The application will be split into two areas. Approximately 98% of the district could become a Dark Sky Sanctuary know for it’s exceptional quality of starry nights and a nocturnal environment (55% of the area is held as protected land). The remaining area covering the township of Kaikōura and surrounding areas as a proposed Dark Sky Community. This area has a higher density of population and contains nearly all the public lighting, all sports lighting and all illuminated signs.

Accreditation would be awarded by the DarkSky International body who are passionate about supporting those who are trying to protect and recognise dark sky places across the globe. Accreditation is simply seen as an award/stamp of approval and it has no governing or controlling rights.  Check out – https://darksky.org.

IT IS ALSO IMPORTANT TO NOTE THAT THE PROPOSED RULES would only affect NEW lighting. Your current lights would not need to be altered now. We would encourage that when existing fixtures and bulbs are replaced or upgraded within the next 10 years, that they meet the new standards.  The new standards are very achievable and you may well wish to go over and beyond these. Lights which can’t be shielded, or need to be brighter than 3000 Kelvin can also still comply as long as they are placed on a 5 minute timer. 
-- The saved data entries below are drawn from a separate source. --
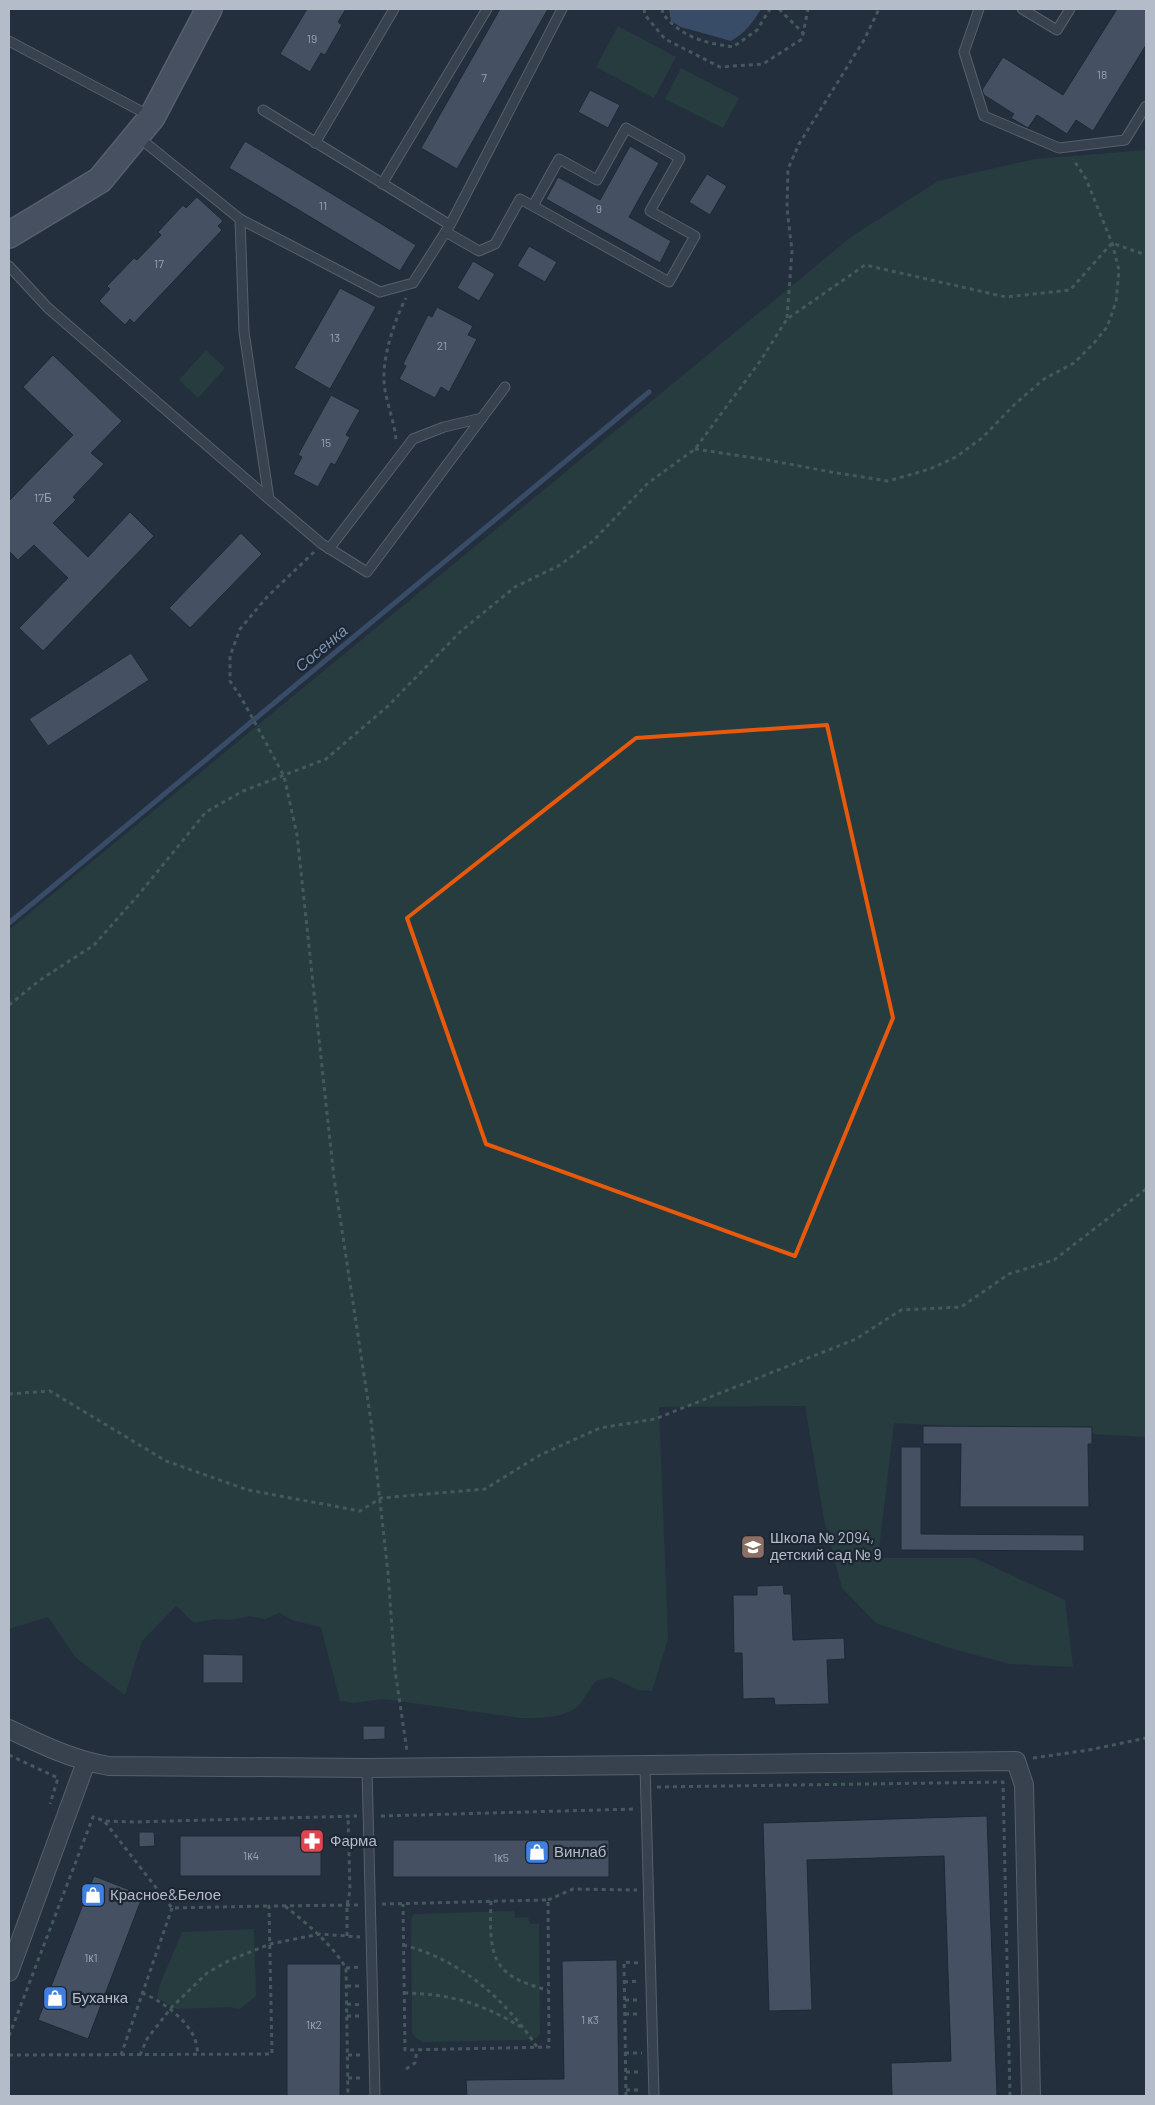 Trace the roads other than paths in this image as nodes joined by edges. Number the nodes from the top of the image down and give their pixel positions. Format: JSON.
{"nodes":[{"id":1,"x":209,"y":9,"type":"edge"},
{"id":2,"x":394,"y":9,"type":"edge"},
{"id":3,"x":487,"y":9,"type":"edge"},
{"id":4,"x":562,"y":9,"type":"edge"},
{"id":5,"x":979,"y":9,"type":"edge"},
{"id":6,"x":1022,"y":9,"type":"edge"},
{"id":7,"x":1070,"y":9,"type":"edge"},
{"id":8,"x":9,"y":41,"type":"edge"},
{"id":9,"x":1146,"y":106,"type":"edge"},
{"id":10,"x":263,"y":110,"type":"dead end"},
{"id":11,"x":152,"y":117,"type":"junction"},
{"id":12,"x":137,"y":136,"type":"junction"},
{"id":13,"x":315,"y":143,"type":"junction"},
{"id":14,"x":382,"y":184,"type":"junction"},
{"id":15,"x":533,"y":206,"type":"junction"},
{"id":16,"x":240,"y":219,"type":"junction"},
{"id":17,"x":448,"y":229,"type":"junction"},
{"id":18,"x":9,"y":235,"type":"edge"},
{"id":19,"x":9,"y":266,"type":"edge"},
{"id":20,"x":505,"y":387,"type":"dead end"},
{"id":21,"x":482,"y":418,"type":"junction"},
{"id":22,"x":269,"y":499,"type":"junction"},
{"id":23,"x":325,"y":547,"type":"junction"},
{"id":24,"x":9,"y":1729,"type":"edge"},
{"id":25,"x":86,"y":1762,"type":"junction"},
{"id":26,"x":645,"y":1765,"type":"junction"},
{"id":27,"x":367,"y":1768,"type":"junction"},
{"id":28,"x":9,"y":1972,"type":"edge"},
{"id":29,"x":375,"y":2096,"type":"edge"},
{"id":30,"x":654,"y":2096,"type":"edge"},
{"id":31,"x":1030,"y":2096,"type":"edge"}],
"edges":[{"from":1,"to":11,"type":"street"},
{"from":2,"to":13,"type":"lane"},
{"from":3,"to":14,"type":"lane"},
{"from":4,"to":17,"type":"lane"},
{"from":5,"to":9,"type":"lane"},
{"from":6,"to":7,"type":"lane"},
{"from":8,"to":11,"type":"lane"},
{"from":10,"to":13,"type":"lane"},
{"from":11,"to":12,"type":"street"},
{"from":12,"to":16,"type":"lane"},
{"from":12,"to":18,"type":"street"},
{"from":13,"to":14,"type":"lane"},
{"from":14,"to":17,"type":"lane"},
{"from":15,"to":15,"type":"lane"},
{"from":15,"to":17,"type":"lane"},
{"from":16,"to":17,"type":"lane"},
{"from":16,"to":22,"type":"lane"},
{"from":19,"to":22,"type":"lane"},
{"from":20,"to":21,"type":"lane"},
{"from":21,"to":23,"type":"lane"},
{"from":21,"to":23,"type":"lane"},
{"from":22,"to":23,"type":"lane"},
{"from":24,"to":25,"type":"street"},
{"from":25,"to":27,"type":"street"},
{"from":25,"to":28,"type":"street"},
{"from":26,"to":27,"type":"street"},
{"from":26,"to":30,"type":"lane"},
{"from":26,"to":31,"type":"street"},
{"from":27,"to":29,"type":"lane"}]}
The current Kaikōura District Council street lights are already converted for Dark Sky accreditation. Most of the street lights are now a warm white (2700 Kelvin), they are all fully shielded LED and are able to be dimmed. This has already resulted in up to 30% reduction of electricity cost for Council streetlights.  Later in 2024, there will hopefully be an upgrade to all State Highway 1 lights undertaken by Waka Kotahi in line with the DarkSky requirements.  Public spaces will continue to be lit as normal, with the only changes relating to colour temperatures and downward pointing light shielding occurring over time as lights are upgraded or replaces. 

A Dark Sky FAQ fact sheet can be viewed here

The Kaikōura Dark Sky Trust will be attending this year’s A&P Show on Saturday 24th February and are available for any questions.